Synopsis: form [OPTIONS] INPUT [OUTPUT]

This command allows working with interactive forms. If the OUTPUT file is not specified, all form fields are listed in page order. Note that a form field appears only once in the output, namely for the first widget annotation.

By default the field name followed by a help text in parentheses (if available) is shown, followed on the next line by the current value. Using the global --verbose option will show all widget annotations instead of just the first one from a field as well as additional information like field type, possible field values, and size plus location on the page.
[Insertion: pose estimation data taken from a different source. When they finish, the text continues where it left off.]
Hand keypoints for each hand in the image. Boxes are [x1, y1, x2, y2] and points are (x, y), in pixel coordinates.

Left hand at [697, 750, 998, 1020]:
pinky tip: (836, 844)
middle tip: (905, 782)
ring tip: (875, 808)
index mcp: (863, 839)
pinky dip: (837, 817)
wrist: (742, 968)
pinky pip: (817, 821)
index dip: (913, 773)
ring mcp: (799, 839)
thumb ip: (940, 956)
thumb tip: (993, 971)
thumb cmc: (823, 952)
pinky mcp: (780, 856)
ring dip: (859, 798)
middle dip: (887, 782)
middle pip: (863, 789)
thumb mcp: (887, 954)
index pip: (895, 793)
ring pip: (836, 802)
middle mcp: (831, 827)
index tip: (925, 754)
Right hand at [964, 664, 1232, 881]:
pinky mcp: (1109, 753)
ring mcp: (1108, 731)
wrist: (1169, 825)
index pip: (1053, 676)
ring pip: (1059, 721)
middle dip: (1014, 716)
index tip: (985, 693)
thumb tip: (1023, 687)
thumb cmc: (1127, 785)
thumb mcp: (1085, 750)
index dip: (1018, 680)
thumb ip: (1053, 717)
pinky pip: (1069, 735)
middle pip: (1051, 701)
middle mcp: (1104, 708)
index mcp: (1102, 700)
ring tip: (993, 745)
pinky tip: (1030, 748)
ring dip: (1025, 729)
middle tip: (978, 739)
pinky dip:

If OUTPUT is provided, the fields can be filled out interactively, via a template file or the fields can just be flattened. Form field flattening can also be activated in addition to filling out the form.
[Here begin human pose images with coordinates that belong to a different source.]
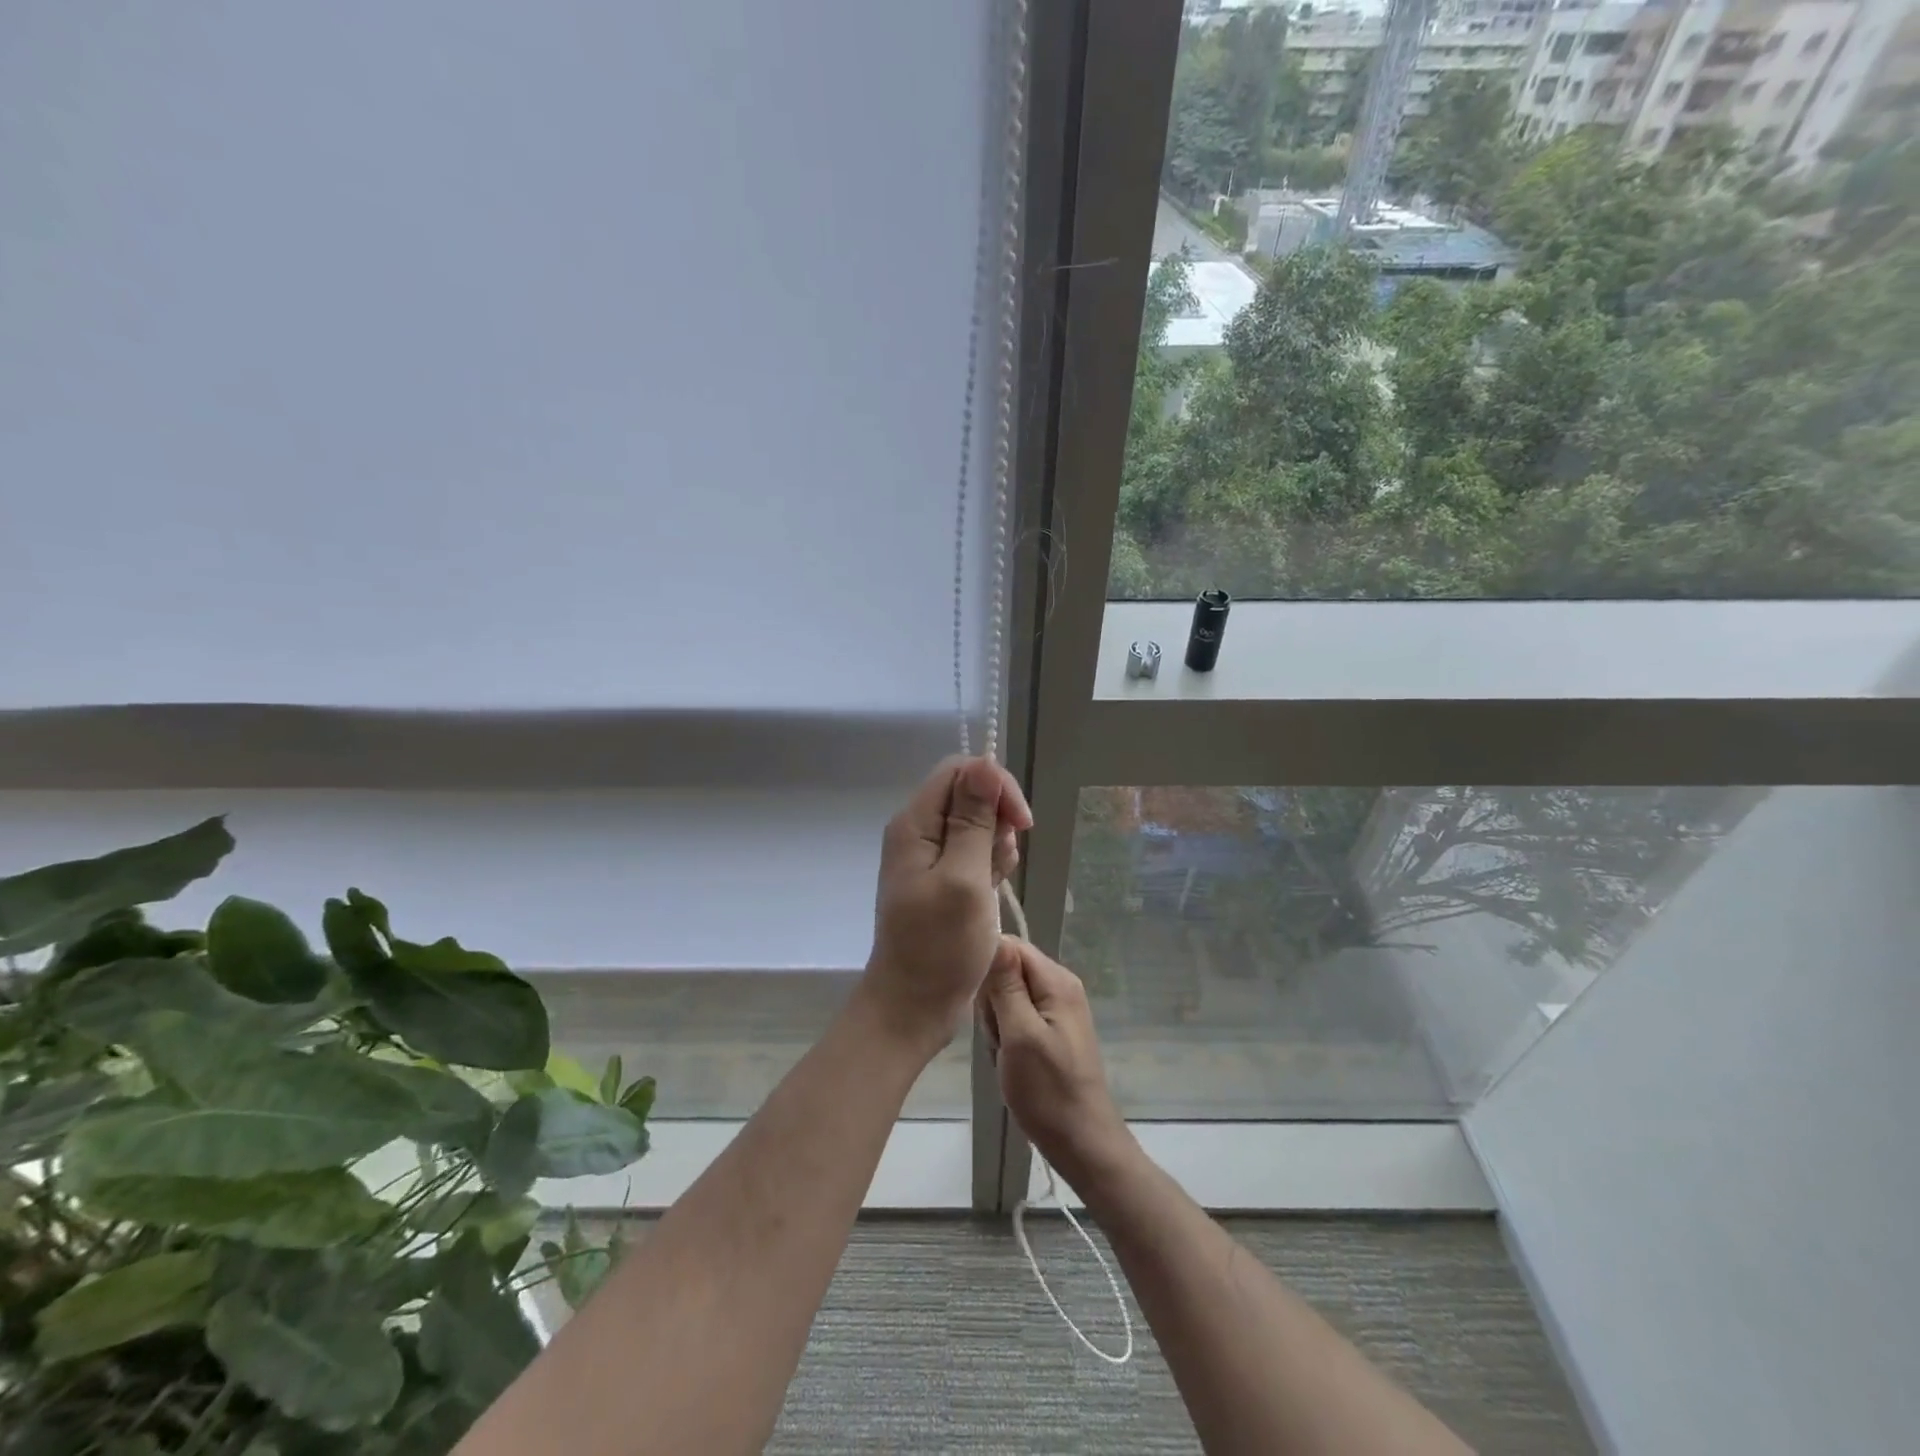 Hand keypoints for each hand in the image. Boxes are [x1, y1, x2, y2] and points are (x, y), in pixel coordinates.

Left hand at [861, 756, 1032, 1054]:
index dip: (996, 787)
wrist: (913, 1006)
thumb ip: (974, 821)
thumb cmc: (939, 947)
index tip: (1021, 824)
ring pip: (977, 824)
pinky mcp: (943, 878)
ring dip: (997, 847)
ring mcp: (930, 856)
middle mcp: (919, 831)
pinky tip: (992, 892)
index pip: (961, 771)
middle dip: (999, 820)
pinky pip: (975, 852)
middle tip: (1001, 863)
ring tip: (993, 884)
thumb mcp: (964, 879)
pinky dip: (991, 866)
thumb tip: (986, 764)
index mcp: (915, 824)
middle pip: (970, 794)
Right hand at [977, 938, 1137, 1193]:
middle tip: (999, 1037)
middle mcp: (1060, 985)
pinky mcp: (1052, 1029)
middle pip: (1009, 969)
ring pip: (1008, 995)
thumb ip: (1005, 985)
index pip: (1011, 945)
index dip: (988, 967)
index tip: (981, 1003)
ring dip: (998, 1023)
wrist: (1081, 1143)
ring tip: (1005, 1054)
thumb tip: (994, 937)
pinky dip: (1007, 1036)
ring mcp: (1058, 1008)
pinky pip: (1017, 1016)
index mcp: (1057, 980)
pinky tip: (1010, 1060)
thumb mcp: (1020, 1034)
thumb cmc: (1048, 1091)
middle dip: (992, 1000)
When filling out the form interactively (the default), the command prompts for the values of the form fields and stores the updated PDF file in OUTPUT. The values for the form fields are asked in the same order as when listing the fields. If no input for a field is given, the field’s value is not changed from its current value.

By using the --template option, the data for the fields is read from the given template file instead of the standard input. See the --template option for details.

If the --flatten is specified but neither --fill nor --template, the form is just flattened. Otherwise the form is filled out and flattened in addtion.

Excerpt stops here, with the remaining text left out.